Whether you're searching for primary or secondary sources, you'll use WebCat, the Library's catalog, to find them. Note that WebCat provides access, not only to books "on the shelves", but also to a collection of e-books available on the Web. At times, e-books can be especially convenient since you can print at least some of their contents directly from the Web.

Remember, too: For the historian, "primary sources" are documents produced by contemporaries of the events they are recording. As such, a wide range of material is included under this rubric, including memoirs, diaries, letters, newspaper accounts, government publications, novels, paintings, photographs, and so on.

Search Tips

The “official” Library of Congress Subject Heading (LCSH) for the Mexican Revolution is “Mexico—History—Revolution, 1910-1920”.  The general LC subheading for primary sources is “sources”. Combining the two as subject keywords yields the relevant items.

    • Identify primary sources available in the library using the following subject-keyword search in WebCat:

    • Mexico Revolution 1910-1920 AND sources
    • A broader search to identify primary sources on any topic in Mexican history should look like the following (also a subject-keyword search);

    • Mexico history AND sources
    • To find primary sources on other specific topics in Mexican history, combine the subject keyword "sources" with keywords selected from the LCSH entry under Mexico - History (click to link to the pdf file).
    • Any LC subject keywords that apply to primary sources also apply to secondary sources. Simply leave out the subject-keyword "sources" and most of your results will, in fact, be secondary sources.
    • Other LC subheadings that work to find specific types of primary sources include: personal narratives, manuscripts, correspondence, memoirs.
Primary Source List - Selected Titles

Border Fury: A Picture Postcard Record of Mexico's Revolution and U.S. War Preparedness, 1910-1917
F1234 .V2 1988

Documents on the Mexican Revolution
F 1234.D738 1976
A nine-volume set organized thematically/chronologically: From the origins of the Revolution through such events/issues as the murder of Madero, anti-American sentiment during the revolution, and counter-revolution on the border.

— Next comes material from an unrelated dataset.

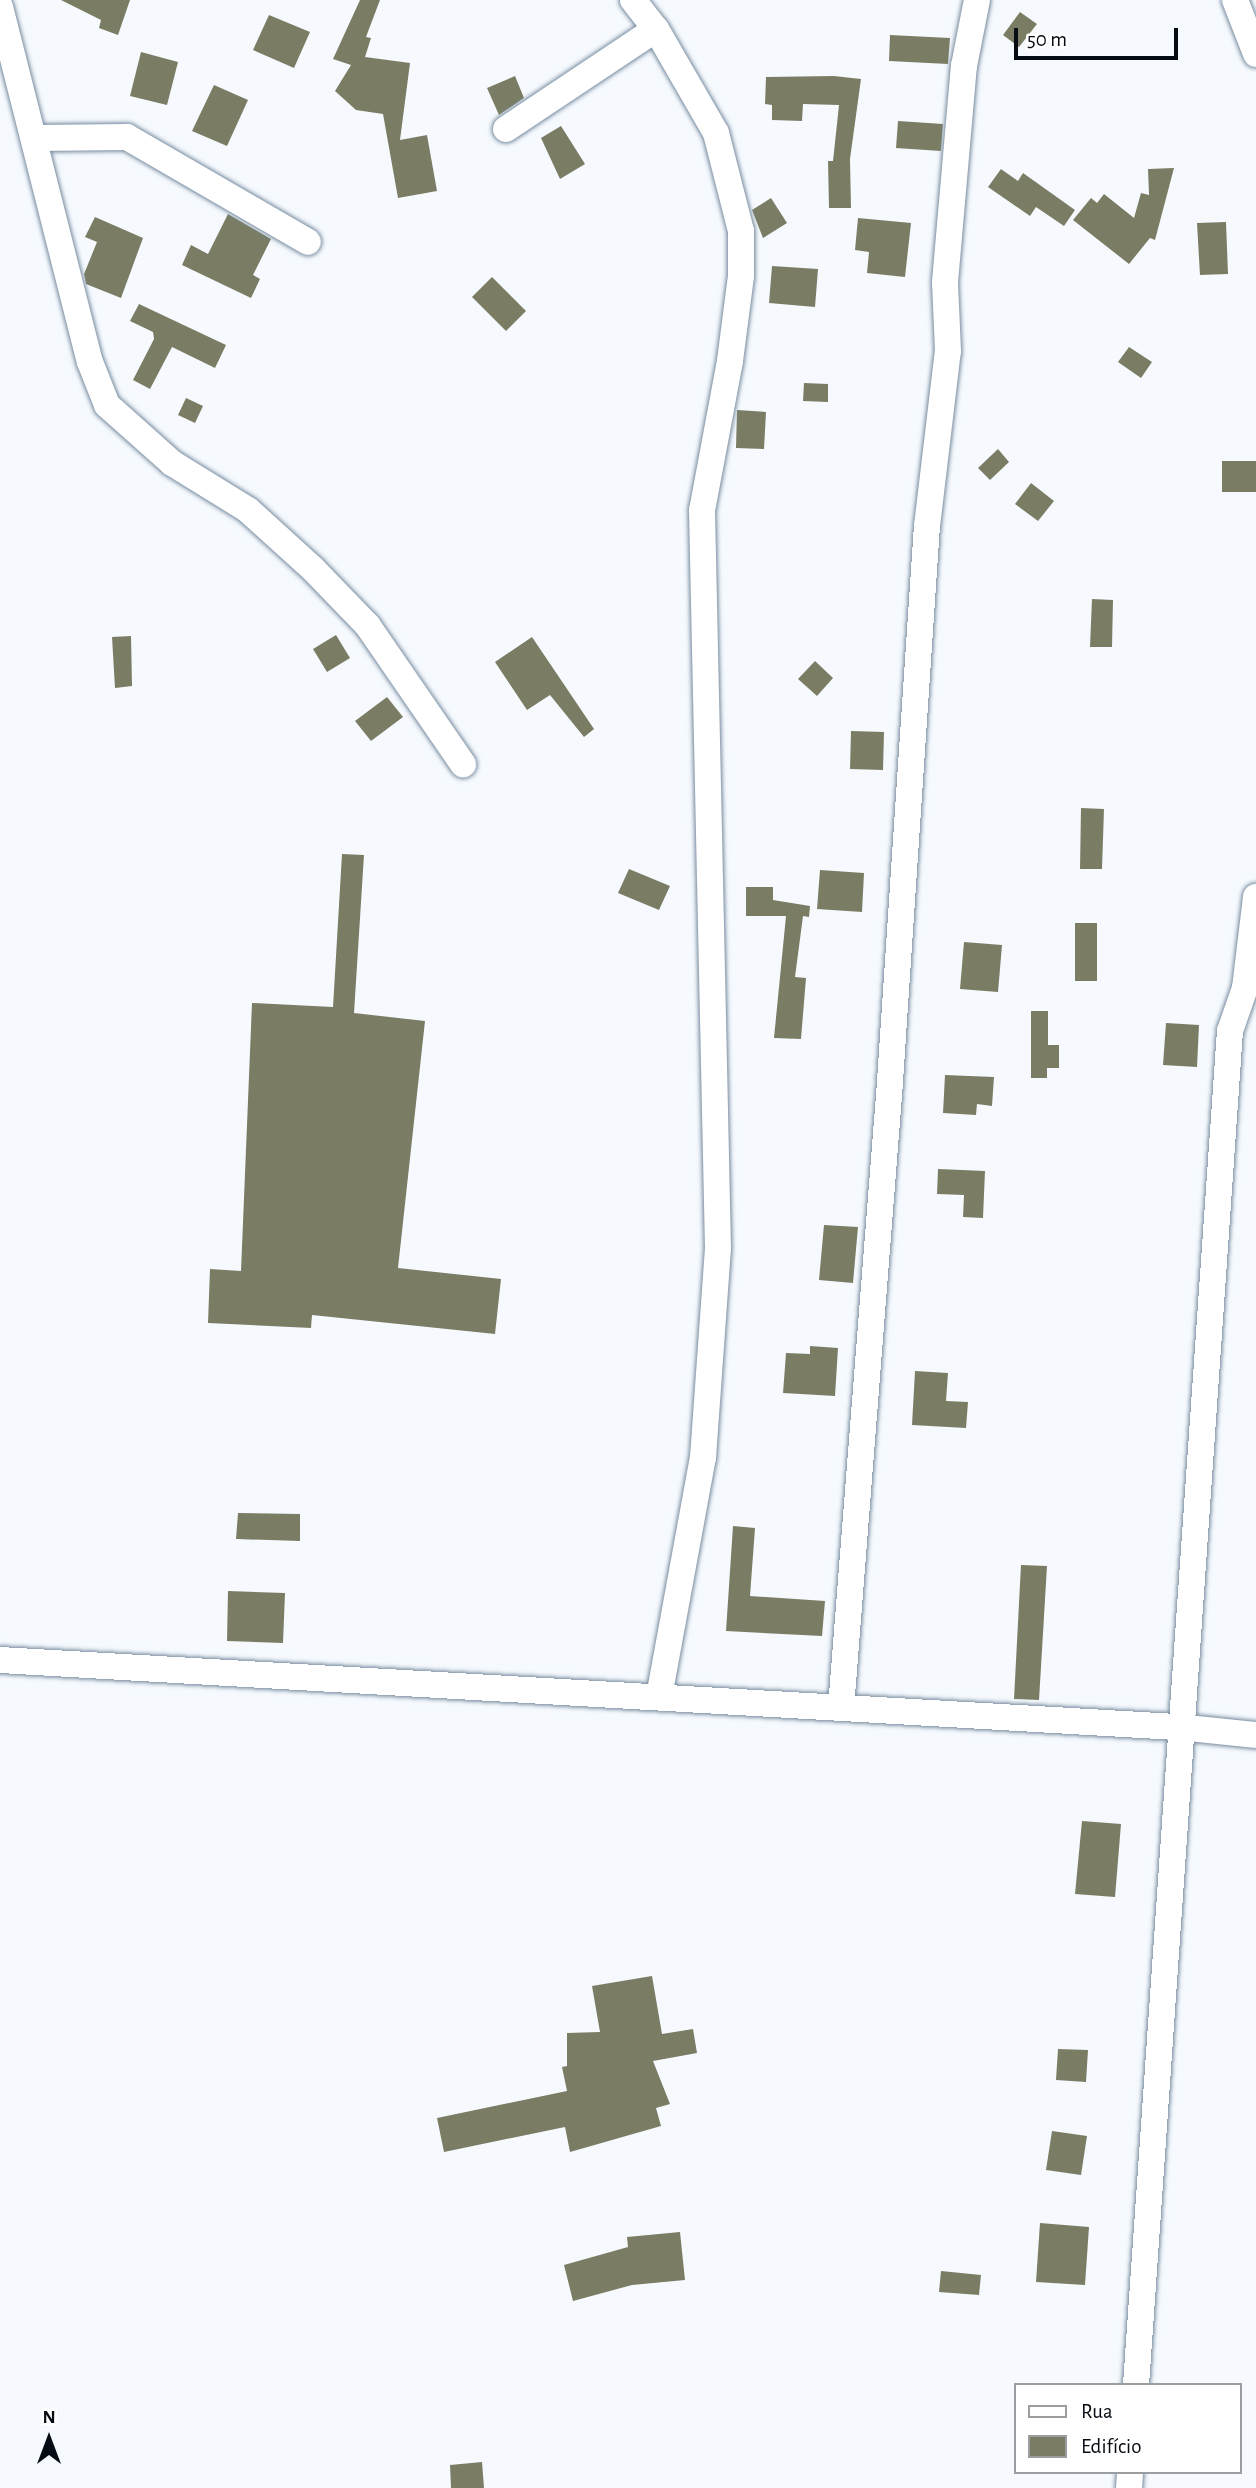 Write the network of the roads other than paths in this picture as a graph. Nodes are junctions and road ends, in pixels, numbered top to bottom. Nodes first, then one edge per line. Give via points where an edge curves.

Fragments of the Mexican Revolution: Personal Accounts from the Border
F 1234.M378 1983

Historía Documental de México
F 1226.M53
(In Spanish).  Two volumes.  Volume I covers the Pre-Hispanic era, the Conquest, the Colonial period, and the 18th century. Volume II covers Independence, the era of Santa Anna, "La Reforma y el Imperio", the Modern Era (1867 - 1910), and "La Etapa Contemporanea" -- roughly, the Revolution through the mid-1950's.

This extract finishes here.